Exercise → From the listing below, pull out all lines with "Tellstraße" in them.

• • • • • • •

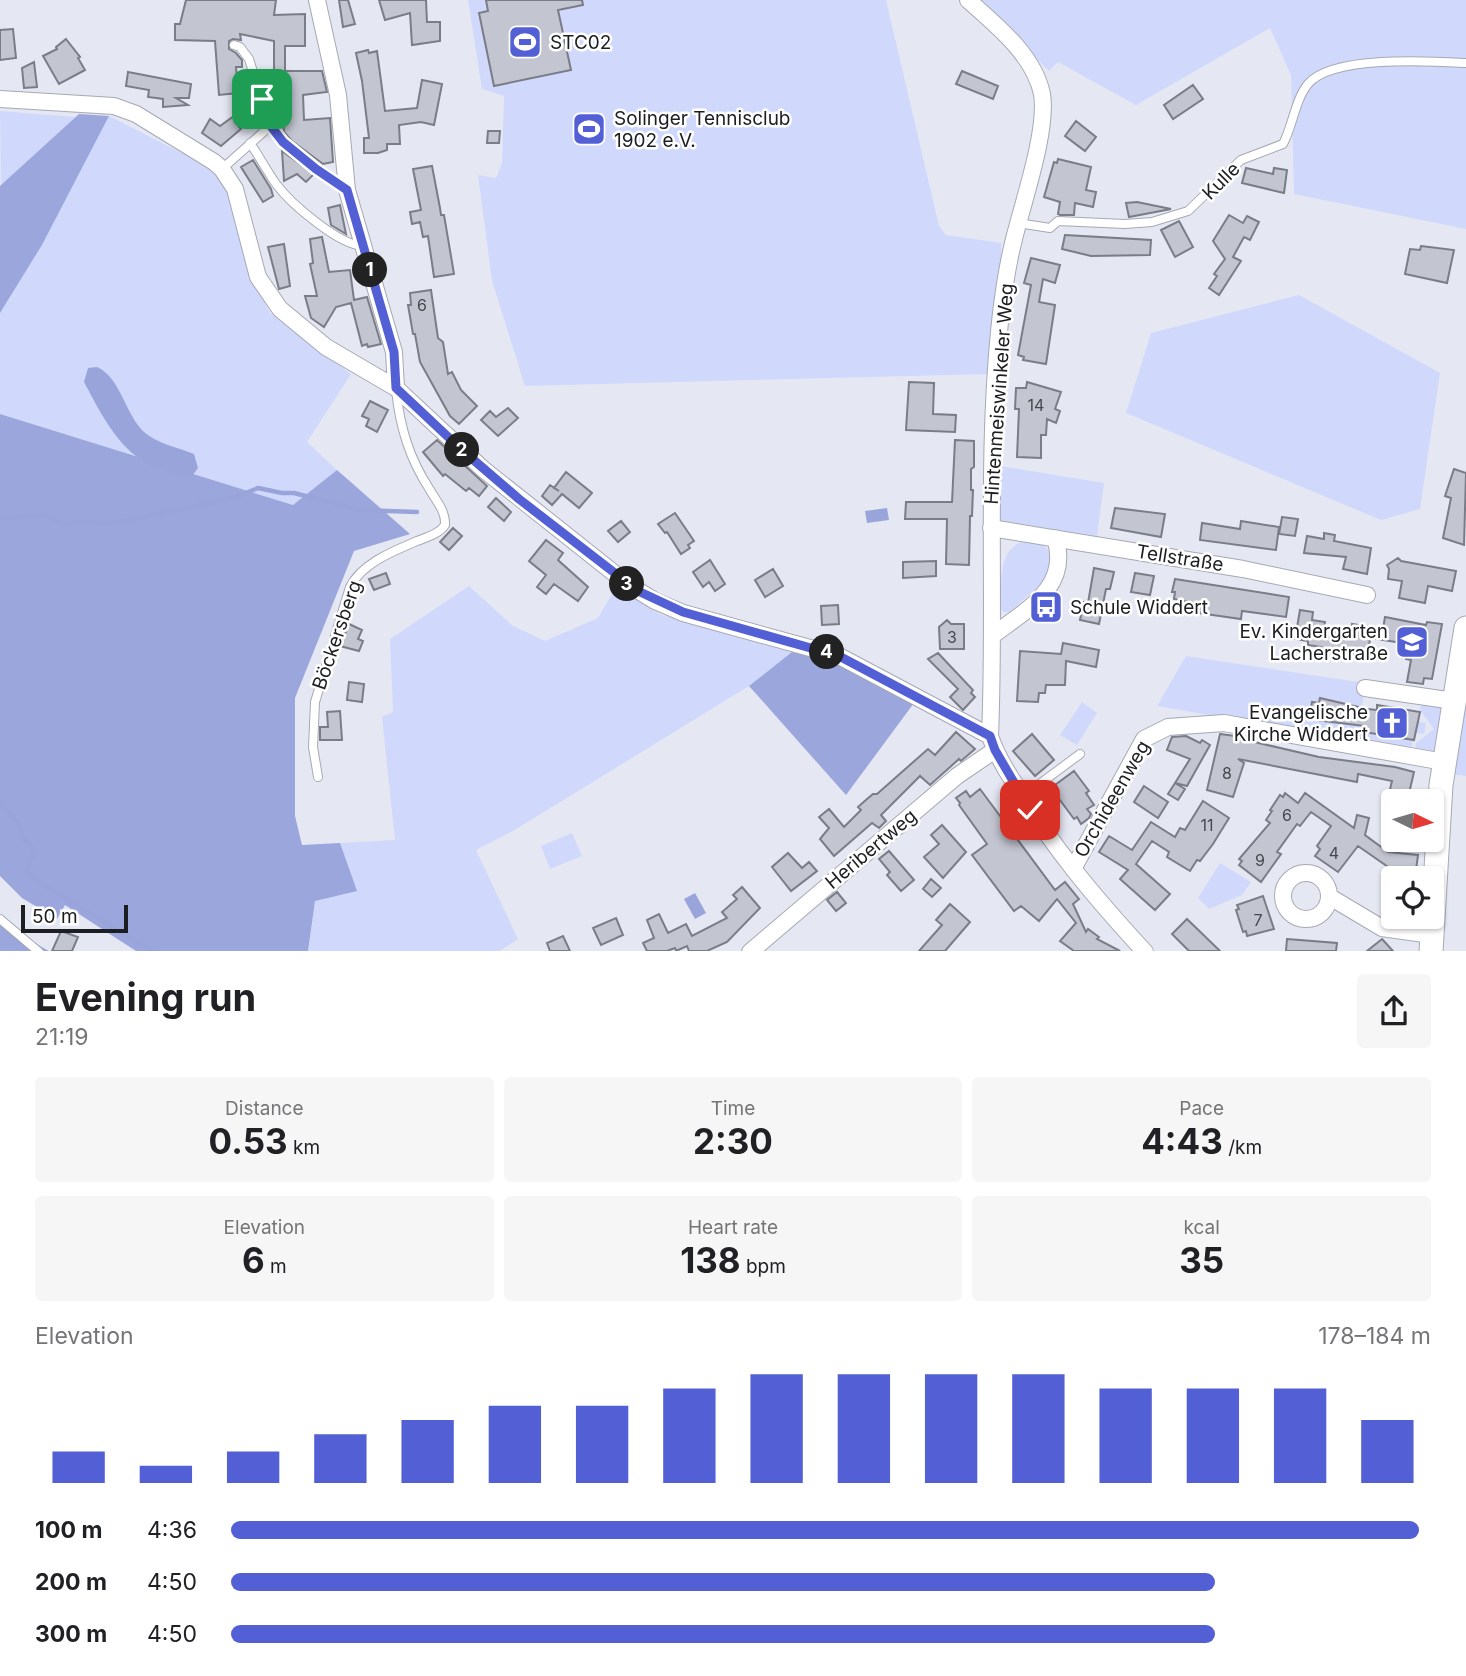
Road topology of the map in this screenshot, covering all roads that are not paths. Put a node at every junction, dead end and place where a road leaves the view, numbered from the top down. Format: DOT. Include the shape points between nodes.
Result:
graph roads {
  1 [pos="317,0"];
  2 [pos="968,0"];
  3 [pos="234,45"];
  4 [pos="1466,63"];
  5 [pos="0,99"];
  6 [pos="270,126"];
  7 [pos="250,143"];
  8 [pos="222,169"];
  9 [pos="347,190"];
  10 [pos="1018,223"];
  11 [pos="363,246"];
  12 [pos="396,388"];
  13 [pos="991,528"];
  14 [pos="1055,538"];
  15 [pos="1367,595"];
  16 [pos="1466,628"];
  17 [pos="992,636"];
  18 [pos="1365,688"];
  19 [pos="1454,701"];
  20 [pos="992,743"];
  21 [pos="1080,754"];
  22 [pos="1444,762"];
  23 [pos="318,777"];
  24 [pos="1022,797"];
  25 [pos="1073,869"];
  26 [pos="1330,897"];
  27 [pos="0,919"];
  28 [pos="1431,943"];
  29 [pos="39,951"];
  30 [pos="750,951"];
  31 [pos="1145,951"];
  1 -- 9 [label="street" via="338,94"];
  2 -- 10 [label="street, Hintenmeiswinkeler Weg" via="1022,55 1036,75 1041,93 1040,130"];
  3 -- 6 [label="lane" via="249,60"];
  4 -- 10 [label="lane, Kulle" via="1362,64 1321,73 1304,90 1283,144 1245,158 1188,211 1125,224 1058,221 1050,228"];
  5 -- 8 [label="street" via="114,106 135,114"];
  6 -- 7 [label="lane"];
  6 -- 9 [label="lane" via="287,146"];
  7 -- 8 [label="lane"];
  7 -- 11 [label="lane" via="274,182 293,202 339,239"];
  8 -- 12 [label="street" via="235,189 258,277 268,295 309,334"];
  9 -- 11 [label="street"];
  10 -- 13 [label="street, Hintenmeiswinkeler Weg" via="999,332"];
  11 -- 12 [label="street" via="394,352"];
  12 -- 20 [label="street" via="519,499 638,591 683,612 839,656"];
  12 -- 23 [label="lane, Böckersberg" via="409,453 443,511 445,525 360,572 350,587 315,702 313,747"];
  13 -- 14 [label="street, Tellstraße"];
  13 -- 17 [label="street, Hintenmeiswinkeler Weg"];
  14 -- 15 [label="street, Tellstraße"];
  14 -- 17 [label="street" via="1060,561 1052,583 1037,601"];
  16 -- 19 [label="street"];
  17 -- 20 [label="street, Hintenmeiswinkeler Weg"];
  18 -- 19 [label="street"];
  19 -- 22 [label="street"];
  20 -- 24 [label="street"];
  20 -- 30 [label="street, Heribertweg"];
  21 -- 24 [label="lane"];
  22 -- 25 [label="street, Orchideenweg" via="1224,723 1168,727 1142,743"];
  22 -- 28 [label="street"];
  24 -- 25 [label="street"];
  25 -- 31 [label="street"];
  26 -- 28 [label="street" via="1382,928"];
  27 -- 29 [label="lane"];
}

• • • • • • •

Response to this exercise →
  13 -- 14 [label="street, Tellstraße"];
  14 -- 15 [label="street, Tellstraße"];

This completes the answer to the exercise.